Non si trovavano in Rete perché allora Internet non era diffuso: si infilava la cassetta nel mangianastri (già si chiamava così), si spingeva “play” e poi, a suon di stop, rewind e di nuovo play si trascrivevano i testi delle canzoni. Non si scaricavano da Internet: i film si guardavano noleggiando grosse videocassette e il VHS si inseriva in solidi videoregistratori. Il tasto play era grosso, faceva rumore, segnava l’inizio dello spettacolo. Suoni dimenticati che appartengono a oggetti fuori portata, forse in cantina o soffitta, nel presente, relegati a un passato che sembra vicinissimo e invece è lontano, distante, sconosciuto.
Sono passati decenni, qualcuno quei suoni non li ha mai ascoltati e, forse, non immagina neanche che forma avessero quegli oggetti dai quali provenivano. Ora per i nostalgici, i curiosi, la generazione del nuovo millennio, è possibile riappropriarsi di qualcosa che non c’è più: quel rumore torna proprio nella Rete colpevole, almeno in parte, di averlo annullato e ridotto al silenzio. Nasce il Museo on line dei suoni in estinzione, Museum of Endangered Sounds, un sito che si riempie del trillo dei primi cellulari Nokia, del rumore dei segmenti di Tetris che cadono ipnotici uno alla volta, del suono del floppy disk che veniva letto e sovrascritto mille volte, del bip del Tamagochi.

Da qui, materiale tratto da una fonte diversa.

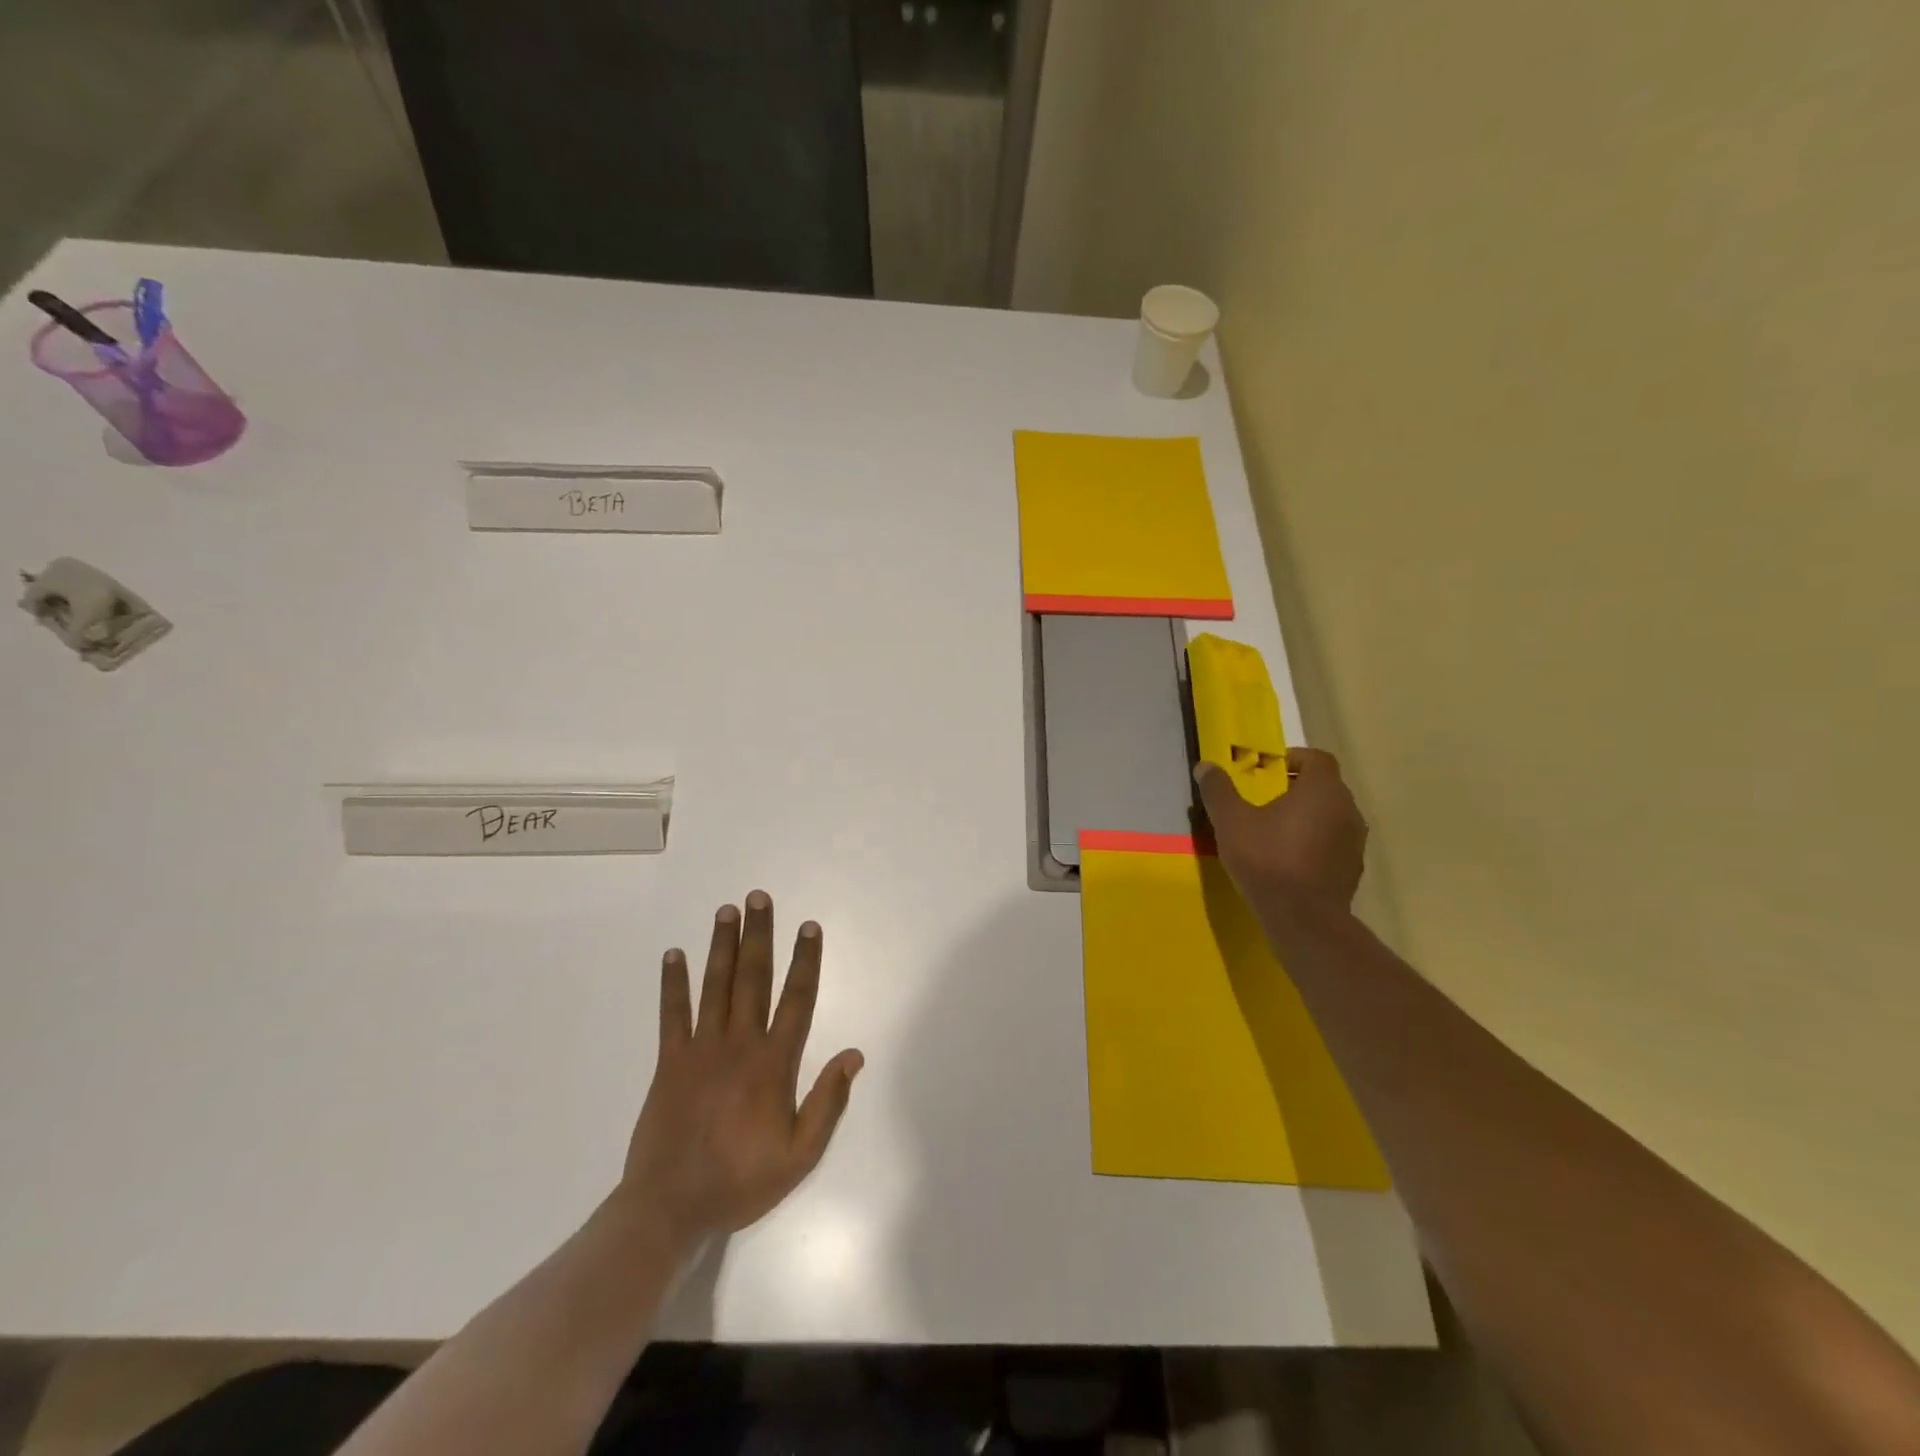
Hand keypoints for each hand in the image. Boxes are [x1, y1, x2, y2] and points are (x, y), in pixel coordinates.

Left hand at [619, 891, 862, 1244]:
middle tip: (759, 897)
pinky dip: (673, 983)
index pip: (796, 999)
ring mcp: (701, 1049)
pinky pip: (672, 1014)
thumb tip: (854, 1054)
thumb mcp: (799, 1155)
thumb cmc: (741, 1181)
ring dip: (722, 945)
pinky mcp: (670, 1061)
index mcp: (774, 1063)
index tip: (808, 926)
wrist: (670, 1208)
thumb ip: (828, 1102)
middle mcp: (739, 1044)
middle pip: (753, 978)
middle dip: (758, 935)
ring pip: (715, 986)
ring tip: (727, 910)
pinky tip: (673, 955)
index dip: (805, 960)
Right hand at [1197, 748, 1367, 912]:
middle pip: (1325, 786)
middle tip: (1265, 800)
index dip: (1294, 758)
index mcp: (1322, 789)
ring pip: (1331, 815)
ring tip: (1276, 831)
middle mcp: (1347, 808)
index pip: (1317, 758)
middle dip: (1297, 788)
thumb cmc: (1267, 859)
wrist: (1303, 918)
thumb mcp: (1231, 821)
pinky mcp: (1353, 868)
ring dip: (1307, 816)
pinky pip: (1334, 842)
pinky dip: (1315, 842)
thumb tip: (1205, 766)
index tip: (1269, 770)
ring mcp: (1355, 840)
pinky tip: (1290, 859)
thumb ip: (1219, 790)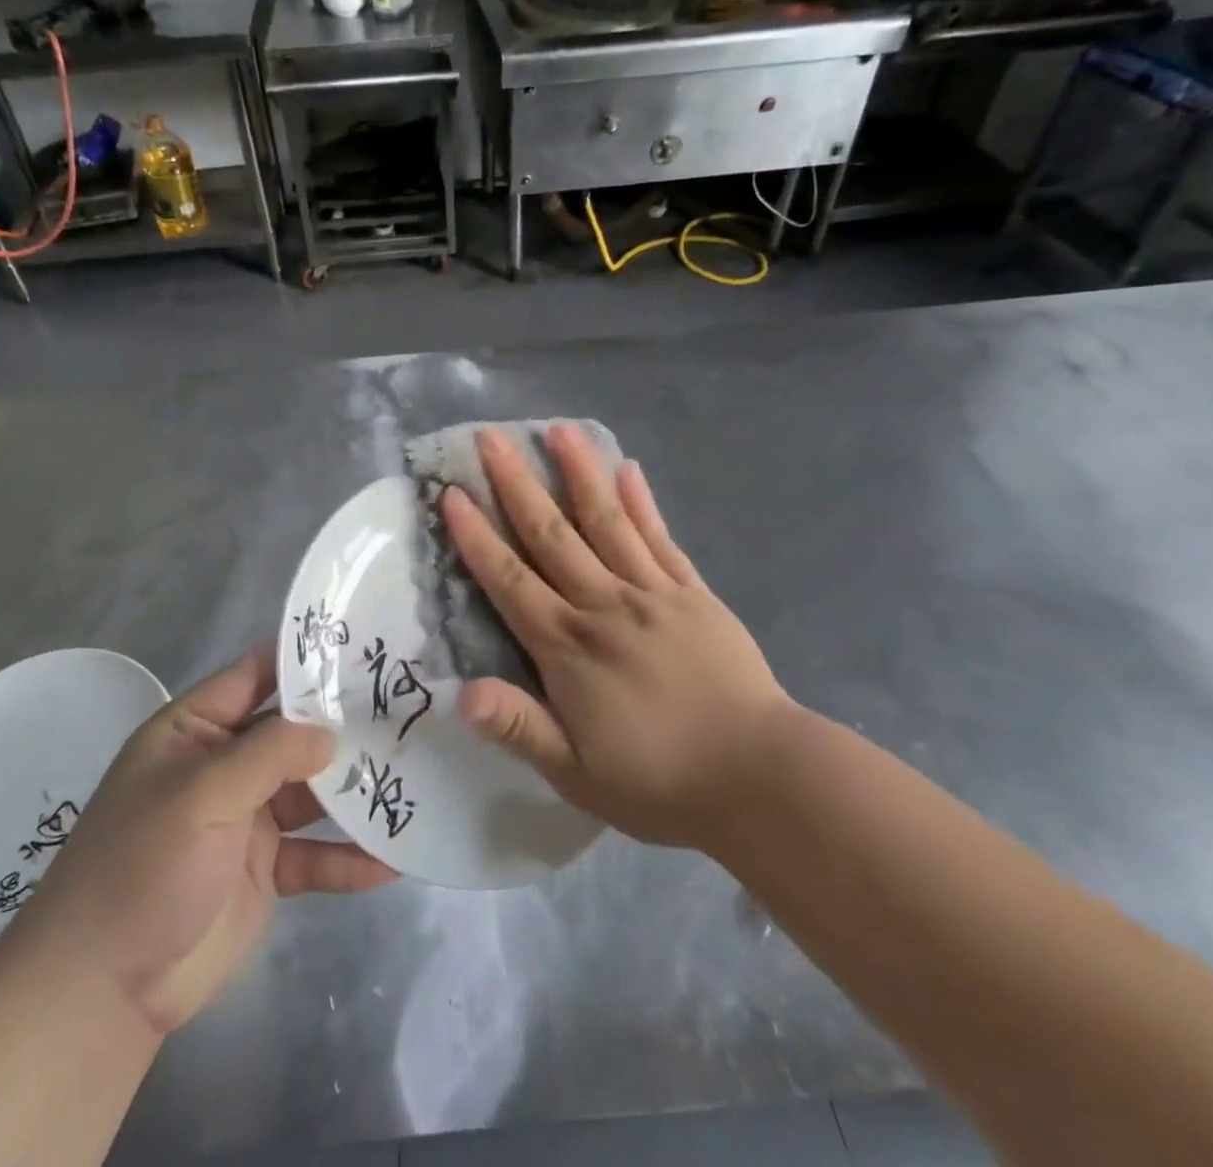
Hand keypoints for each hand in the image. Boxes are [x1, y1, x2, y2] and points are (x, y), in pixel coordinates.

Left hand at [0, 646, 396, 1036]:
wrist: (101, 991)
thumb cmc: (141, 866)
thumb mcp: (200, 794)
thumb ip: (268, 754)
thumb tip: (330, 733)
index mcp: (195, 730)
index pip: (256, 675)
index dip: (304, 659)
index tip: (363, 646)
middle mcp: (224, 766)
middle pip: (293, 733)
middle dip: (343, 724)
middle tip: (406, 709)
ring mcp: (246, 818)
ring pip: (311, 791)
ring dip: (354, 790)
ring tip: (412, 776)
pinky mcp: (265, 871)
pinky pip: (314, 855)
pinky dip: (348, 858)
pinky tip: (392, 862)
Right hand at [441, 424, 793, 852]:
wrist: (759, 777)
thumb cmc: (659, 782)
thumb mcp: (575, 773)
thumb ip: (519, 727)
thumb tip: (460, 692)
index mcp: (567, 647)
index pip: (509, 580)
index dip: (477, 536)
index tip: (453, 493)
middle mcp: (603, 605)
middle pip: (551, 534)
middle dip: (516, 484)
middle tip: (492, 437)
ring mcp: (652, 593)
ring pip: (607, 521)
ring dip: (579, 473)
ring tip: (558, 429)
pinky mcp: (693, 593)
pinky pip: (661, 539)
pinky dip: (642, 503)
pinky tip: (628, 470)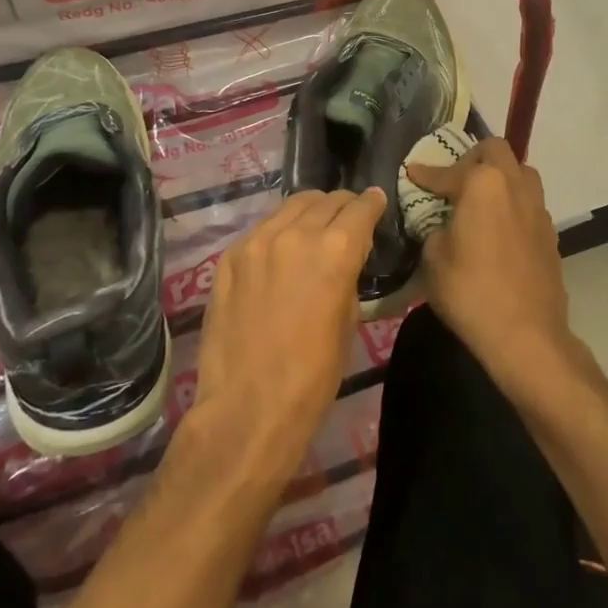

Il progetto, nato nel corso del 2012, si propone di allargare la collezione dei reperti audio fino al 2015, quando il suo ideatore, lo studente Brendan Chilcutt, inaugurerà lo sviluppo di un linguaggio di markup adatto per reinterpretare i suoni come composizione binaria. A chi piace l’iniziativa? Intanto alle decine di associazioni e gruppi di appassionati di antiquariato tecnologico che hanno finanziato la galleria virtuale. E ora silenzio, il passato torna a farsi ascoltare.